-------- The data --------
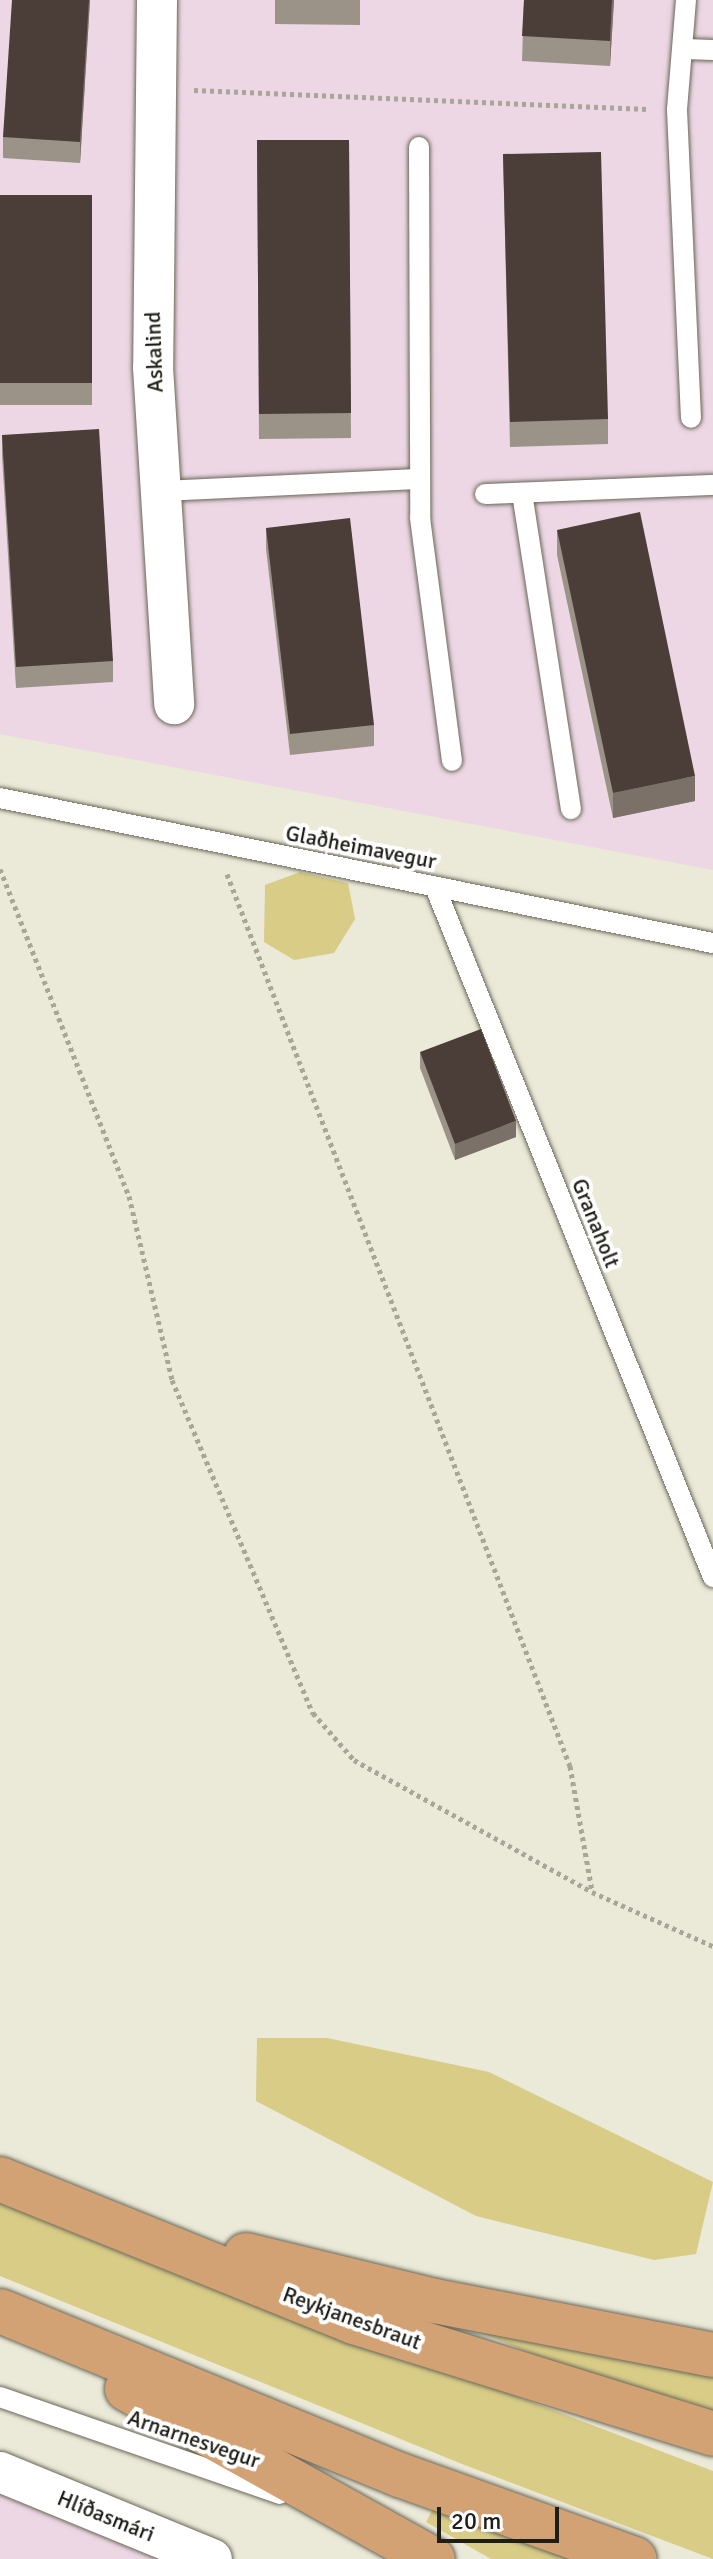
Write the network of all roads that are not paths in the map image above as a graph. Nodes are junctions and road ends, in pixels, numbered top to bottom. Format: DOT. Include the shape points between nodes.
graph roads {
  1 [pos="157,0"];
  2 [pos="686,0"];
  3 [pos="684,49"];
  4 [pos="713,50"];
  5 [pos="419,147"];
  6 [pos="691,418"];
  7 [pos="418,479"];
  8 [pos="713,485"];
  9 [pos="162,491"];
  10 [pos="522,493"];
  11 [pos="485,494"];
  12 [pos="174,704"];
  13 [pos="452,761"];
  14 [pos="0,798"];
  15 [pos="571,809"];
  16 [pos="435,887"];
  17 [pos="713,943"];
  18 [pos="713,1577"];
  19 [pos="0,2179"];
  20 [pos="94,2218"];
  21 [pos="0,2311"];
  22 [pos="0,2317"];
  23 [pos="713,2355"];
  24 [pos="0,2397"];
  25 [pos="713,2434"];
  26 [pos="0,2472"];
  27 [pos="372,2526"];
  28 [pos="190,2555"];
  29 [pos="433,2559"];
  30 [pos="634,2559"];
  1 -- 9 [label="street, Askalind" via="152,88 153,367"];
  2 -- 3 [label="lane"];
  3 -- 4 [label="lane"];
  3 -- 6 [label="lane" via="677,110"];
  5 -- 7 [label="lane"];
  7 -- 9 [label="lane"];
  7 -- 13 [label="lane"];
  8 -- 10 [label="lane"];
  9 -- 12 [label="street, Askalind"];
  10 -- 11 [label="lane"];
  10 -- 15 [label="lane"];
  14 -- 16 [label="lane, Glaðheimavegur"];
  16 -- 17 [label="lane, Glaðheimavegur"];
  16 -- 18 [label="lane, Granaholt"];
  19 -- 20 [label="highway, Reykjanesbraut"];
  20 -- 23 [label="highway" via="435,2301"];
  20 -- 25 [label="highway, Reykjanesbraut" via="354,2322"];
  21 -- 30 [label="highway" via="400,2475"];
  22 -- 27 [label="highway"];
  24 -- 27 [label="lane, Arnarnesvegur"];
  26 -- 28 [label="street, Hlíðasmári"];
  27 -- 29 [label="highway"];
}
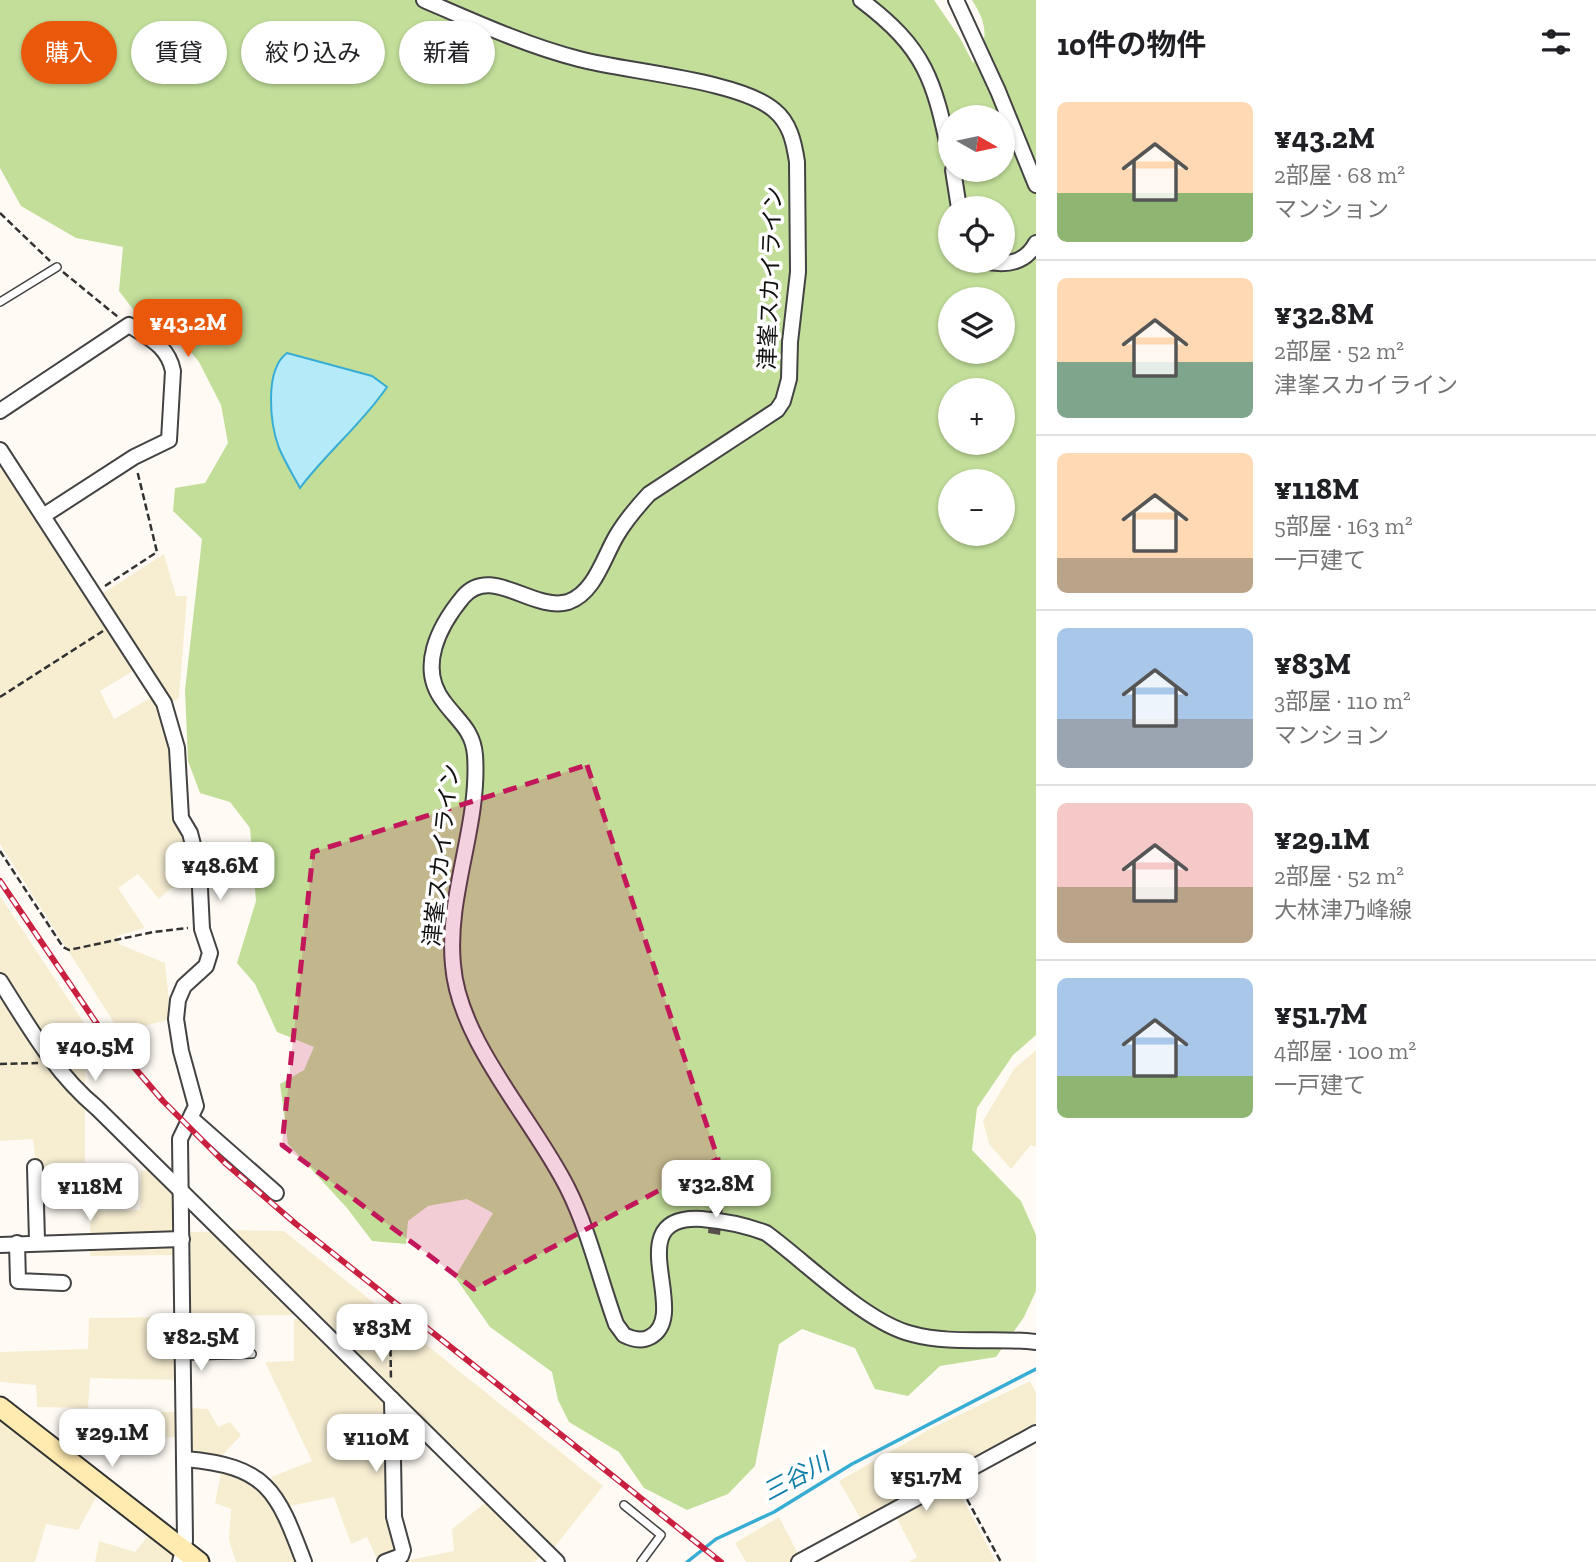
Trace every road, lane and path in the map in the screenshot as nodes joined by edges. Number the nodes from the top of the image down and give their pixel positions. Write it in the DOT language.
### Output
graph roads {
  1 [pos="424,0"];
  2 [pos="861,0"];
  3 [pos="956,0"];
  4 [pos="938,109"];
  5 [pos="1036,185"];
  6 [pos="0,213"];
  7 [pos="1036,243"];
  8 [pos="1015,262"];
  9 [pos="57,267"];
  10 [pos="0,302"];
  11 [pos="129,326"];
  12 [pos="0,411"];
  13 [pos="0,450"];
  14 [pos="134,457"];
  15 [pos="43,516"];
  16 [pos="92,595"];
  17 [pos="111,625"];
  18 [pos="0,697"];
  19 [pos="0,851"];
  20 [pos="202,929"];
  21 [pos="0,981"];
  22 [pos="52,1063"];
  23 [pos="0,1064"];
  24 [pos="192,1119"];
  25 [pos="35,1167"];
  26 [pos="181,1192"];
  27 [pos="276,1193"];
  28 [pos="182,1239"];
  29 [pos="37,1241"];
  30 [pos="17,1243"];
  31 [pos="0,1245"];
  32 [pos="63,1283"];
  33 [pos="390,1318"];
  34 [pos="1033,1341"];
  35 [pos="252,1354"];
  36 [pos="183,1356"];
  37 [pos="392,1399"];
  38 [pos="0,1406"];
  39 [pos="1036,1433"];
  40 [pos="185,1459"];
  41 [pos="955,1477"];
  42 [pos="624,1505"];
  43 [pos="187,1558"];
  44 [pos="548,1559"];
  45 [pos="304,1562"];
  46 [pos="385,1562"];
  47 [pos="641,1562"];
  48 [pos="799,1562"];
  49 [pos="1001,1562"];
  1 -- 34 [label="street, 津峯スカイライン"];
  2 -- 4 [label="street"];
  3 -- 5 [label="street"];
  6 -- 9 [label="path"];
  7 -- 8 [label="street"];
  9 -- 10 [label="lane"];
  9 -- 11 [label="path"];
  11 -- 12 [label="street"];
  11 -- 14 [label="street"];
  13 -- 15 [label="street"];
  14 -- 15 [label="street"];
  14 -- 16 [label="path"];
  15 -- 16 [label="street"];
  16 -- 17 [label="street"];
  17 -- 18 [label="path"];
  17 -- 20 [label="street"];
  19 -- 20 [label="path"];
  20 -- 24 [label="street"];
  21 -- 22 [label="street"];
  22 -- 23 [label="path"];
  22 -- 26 [label="street"];
  24 -- 26 [label="street"];
  24 -- 27 [label="street"];
  25 -- 29 [label="street"];
  26 -- 28 [label="street"];
  26 -- 37 [label="street"];
  28 -- 29 [label="street"];
  28 -- 36 [label="street"];
  29 -- 30 [label="street"];
  30 -- 31 [label="street"];
  30 -- 32 [label="street"];
  33 -- 37 [label="path"];
  35 -- 36 [label="lane"];
  36 -- 40 [label="street"];
  37 -- 44 [label="street"];
  37 -- 46 [label="street"];
  38 -- 43 [label="main road"];
  39 -- 41 [label="street"];
  40 -- 43 [label="street"];
  40 -- 45 [label="street"];
  41 -- 48 [label="street"];
  41 -- 49 [label="path"];
  42 -- 47 [label="lane"];
}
--------
→ **Aim of the exercise**: Type the lines above out again exactly as they appear, skipping every picture.

→ **Answer area**:
Write the network of all roads that are not paths in the map image above as a graph. Nodes are junctions and road ends, in pixels, numbered top to bottom. Format: DOT. Include the shape points between nodes.
graph roads {
  1 [pos="157,0"];
  2 [pos="686,0"];
  3 [pos="684,49"];
  4 [pos="713,50"];
  5 [pos="419,147"];
  6 [pos="691,418"];
  7 [pos="418,479"];
  8 [pos="713,485"];
  9 [pos="162,491"];
  10 [pos="522,493"];
  11 [pos="485,494"];
  12 [pos="174,704"];
  13 [pos="452,761"];
  14 [pos="0,798"];
  15 [pos="571,809"];
  16 [pos="435,887"];
  17 [pos="713,943"];
  18 [pos="713,1577"];
  19 [pos="0,2179"];
  20 [pos="94,2218"];
  21 [pos="0,2311"];
  22 [pos="0,2317"];
  23 [pos="713,2355"];
  24 [pos="0,2397"];
  25 [pos="713,2434"];
  26 [pos="0,2472"];
  27 [pos="372,2526"];
  28 [pos="190,2555"];
  29 [pos="433,2559"];
  30 [pos="634,2559"];
  1 -- 9 [label="street, Askalind" via="152,88 153,367"];
  2 -- 3 [label="lane"];
  3 -- 4 [label="lane"];
  3 -- 6 [label="lane" via="677,110"];
  5 -- 7 [label="lane"];
  7 -- 9 [label="lane"];
  7 -- 13 [label="lane"];
  8 -- 10 [label="lane"];
  9 -- 12 [label="street, Askalind"];
  10 -- 11 [label="lane"];
  10 -- 15 [label="lane"];
  14 -- 16 [label="lane, Glaðheimavegur"];
  16 -- 17 [label="lane, Glaðheimavegur"];
  16 -- 18 [label="lane, Granaholt"];
  19 -- 20 [label="highway, Reykjanesbraut"];
  20 -- 23 [label="highway" via="435,2301"];
  20 -- 25 [label="highway, Reykjanesbraut" via="354,2322"];
  21 -- 30 [label="highway" via="400,2475"];
  22 -- 27 [label="highway"];
  24 -- 27 [label="lane, Arnarnesvegur"];
  26 -- 28 [label="street, Hlíðasmári"];
  27 -- 29 [label="highway"];
}
Trace every road, lane and path in the map in the screenshot as nodes joined by edges. Number the nodes from the top of the image down and give their pixel positions. Write it in the DOT language.
### Output
graph roads {
  1 [pos="424,0"];
  2 [pos="861,0"];
  3 [pos="956,0"];
  4 [pos="938,109"];
  5 [pos="1036,185"];
  6 [pos="0,213"];
  7 [pos="1036,243"];
  8 [pos="1015,262"];
  9 [pos="57,267"];
  10 [pos="0,302"];
  11 [pos="129,326"];
  12 [pos="0,411"];
  13 [pos="0,450"];
  14 [pos="134,457"];
  15 [pos="43,516"];
  16 [pos="92,595"];
  17 [pos="111,625"];
  18 [pos="0,697"];
  19 [pos="0,851"];
  20 [pos="202,929"];
  21 [pos="0,981"];
  22 [pos="52,1063"];
  23 [pos="0,1064"];
  24 [pos="192,1119"];
  25 [pos="35,1167"];
  26 [pos="181,1192"];
  27 [pos="276,1193"];
  28 [pos="182,1239"];
  29 [pos="37,1241"];
  30 [pos="17,1243"];
  31 [pos="0,1245"];
  32 [pos="63,1283"];
  33 [pos="390,1318"];
  34 [pos="1033,1341"];
  35 [pos="252,1354"];
  36 [pos="183,1356"];
  37 [pos="392,1399"];
  38 [pos="0,1406"];
  39 [pos="1036,1433"];
  40 [pos="185,1459"];
  41 [pos="955,1477"];
  42 [pos="624,1505"];
  43 [pos="187,1558"];
  44 [pos="548,1559"];
  45 [pos="304,1562"];
  46 [pos="385,1562"];
  47 [pos="641,1562"];
  48 [pos="799,1562"];
  49 [pos="1001,1562"];
  1 -- 34 [label="street, 津峯スカイライン"];
  2 -- 4 [label="street"];
  3 -- 5 [label="street"];
  6 -- 9 [label="path"];
  7 -- 8 [label="street"];
  9 -- 10 [label="lane"];
  9 -- 11 [label="path"];
  11 -- 12 [label="street"];
  11 -- 14 [label="street"];
  13 -- 15 [label="street"];
  14 -- 15 [label="street"];
  14 -- 16 [label="path"];
  15 -- 16 [label="street"];
  16 -- 17 [label="street"];
  17 -- 18 [label="path"];
  17 -- 20 [label="street"];
  19 -- 20 [label="path"];
  20 -- 24 [label="street"];
  21 -- 22 [label="street"];
  22 -- 23 [label="path"];
  22 -- 26 [label="street"];
  24 -- 26 [label="street"];
  24 -- 27 [label="street"];
  25 -- 29 [label="street"];
  26 -- 28 [label="street"];
  26 -- 37 [label="street"];
  28 -- 29 [label="street"];
  28 -- 36 [label="street"];
  29 -- 30 [label="street"];
  30 -- 31 [label="street"];
  30 -- 32 [label="street"];
  33 -- 37 [label="path"];
  35 -- 36 [label="lane"];
  36 -- 40 [label="street"];
  37 -- 44 [label="street"];
  37 -- 46 [label="street"];
  38 -- 43 [label="main road"];
  39 -- 41 [label="street"];
  40 -- 43 [label="street"];
  40 -- 45 [label="street"];
  41 -- 48 [label="street"];
  41 -- 49 [label="path"];
  42 -- 47 [label="lane"];
}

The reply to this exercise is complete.